YOUR OBJECTIVE: All of the records below should be retyped exactly, with no pictures included.

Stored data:
+---+

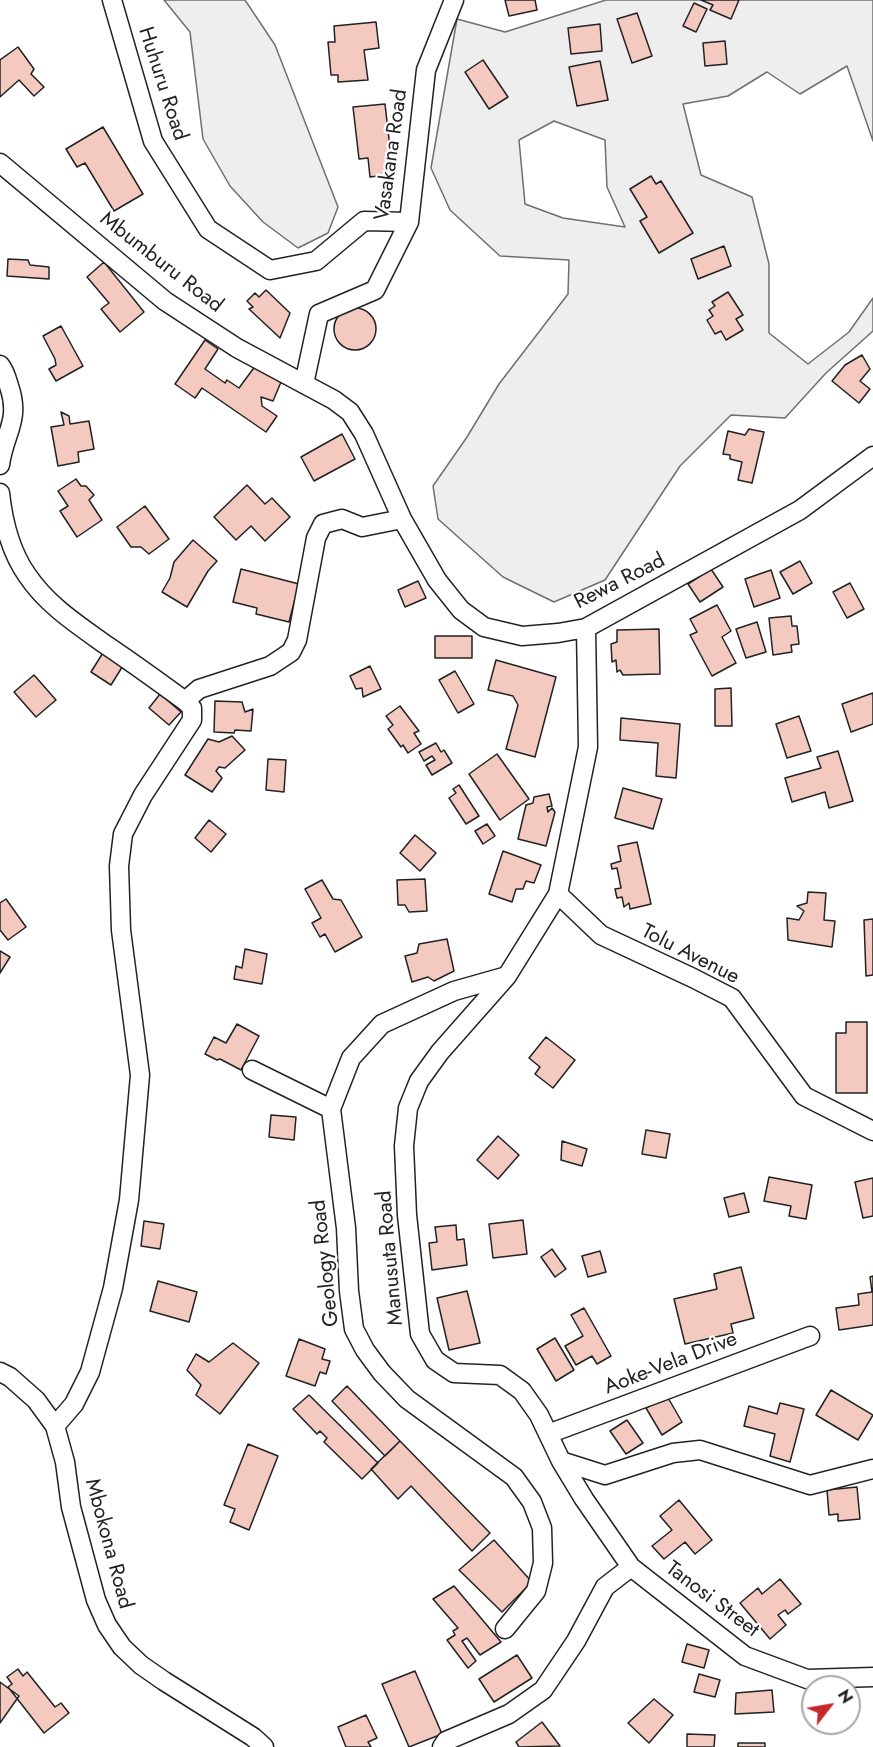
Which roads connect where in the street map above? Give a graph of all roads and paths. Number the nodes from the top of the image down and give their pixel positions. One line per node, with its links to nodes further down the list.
1 (112, 0): 4 (street, Huhuru Road)
2 (454, 0): 4 (street, Vasakana Road)
3 (0, 163): 6 (street, Mbumburu Road)
4 (409, 222): 6 (street, Vasakana Road)
5 (0, 364): 8 (street)
6 (304, 384): 10 (street, Rewa Road)
7 (873, 456): 11 (street, Rewa Road)
8 (0, 465)
9 (0, 493): 12 (street)
10 (402, 519): 11 (street, Rewa Road); 12 (street)
11 (586, 628): 13 (street)
12 (185, 701): 20 (street)
13 (558, 894): 14 (street, Manusuta Road); 17 (street, Tolu Avenue)
14 (507, 976): 16 (street, Geology Road); 21 (street, Manusuta Road)
15 (252, 1070): 16 (street)
16 (331, 1109): 25 (street, Geology Road)
17 (873, 1131)
18 (810, 1336): 21 (street, Aoke-Vela Drive)
19 (0, 1372): 20 (street, Mbokona Road)
20 (55, 1426): 27 (street, Mbokona Road)
21 (548, 1434): 22 (street, Manusuta Road)
22 (561, 1461): 23 (street); 24 (street, Manusuta Road)
23 (873, 1470)
24 (632, 1567): 26 (street, Tanosi Street); 28 (street)
25 (505, 1629)
26 (873, 1677)
27 (264, 1747)
28 (442, 1747)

+---+

TASK RESPONSE:
Which roads connect where in the street map above? Give a graph of all roads and paths. Number the nodes from the top of the image down and give their pixel positions. One line per node, with its links to nodes further down the list.
1 (112, 0): 4 (street, Huhuru Road)
2 (454, 0): 4 (street, Vasakana Road)
3 (0, 163): 6 (street, Mbumburu Road)
4 (409, 222): 6 (street, Vasakana Road)
5 (0, 364): 8 (street)
6 (304, 384): 10 (street, Rewa Road)
7 (873, 456): 11 (street, Rewa Road)
8 (0, 465)
9 (0, 493): 12 (street)
10 (402, 519): 11 (street, Rewa Road); 12 (street)
11 (586, 628): 13 (street)
12 (185, 701): 20 (street)
13 (558, 894): 14 (street, Manusuta Road); 17 (street, Tolu Avenue)
14 (507, 976): 16 (street, Geology Road); 21 (street, Manusuta Road)
15 (252, 1070): 16 (street)
16 (331, 1109): 25 (street, Geology Road)
17 (873, 1131)
18 (810, 1336): 21 (street, Aoke-Vela Drive)
19 (0, 1372): 20 (street, Mbokona Road)
20 (55, 1426): 27 (street, Mbokona Road)
21 (548, 1434): 22 (street, Manusuta Road)
22 (561, 1461): 23 (street); 24 (street, Manusuta Road)
23 (873, 1470)
24 (632, 1567): 26 (street, Tanosi Street); 28 (street)
25 (505, 1629)
26 (873, 1677)
27 (264, 1747)
28 (442, 1747)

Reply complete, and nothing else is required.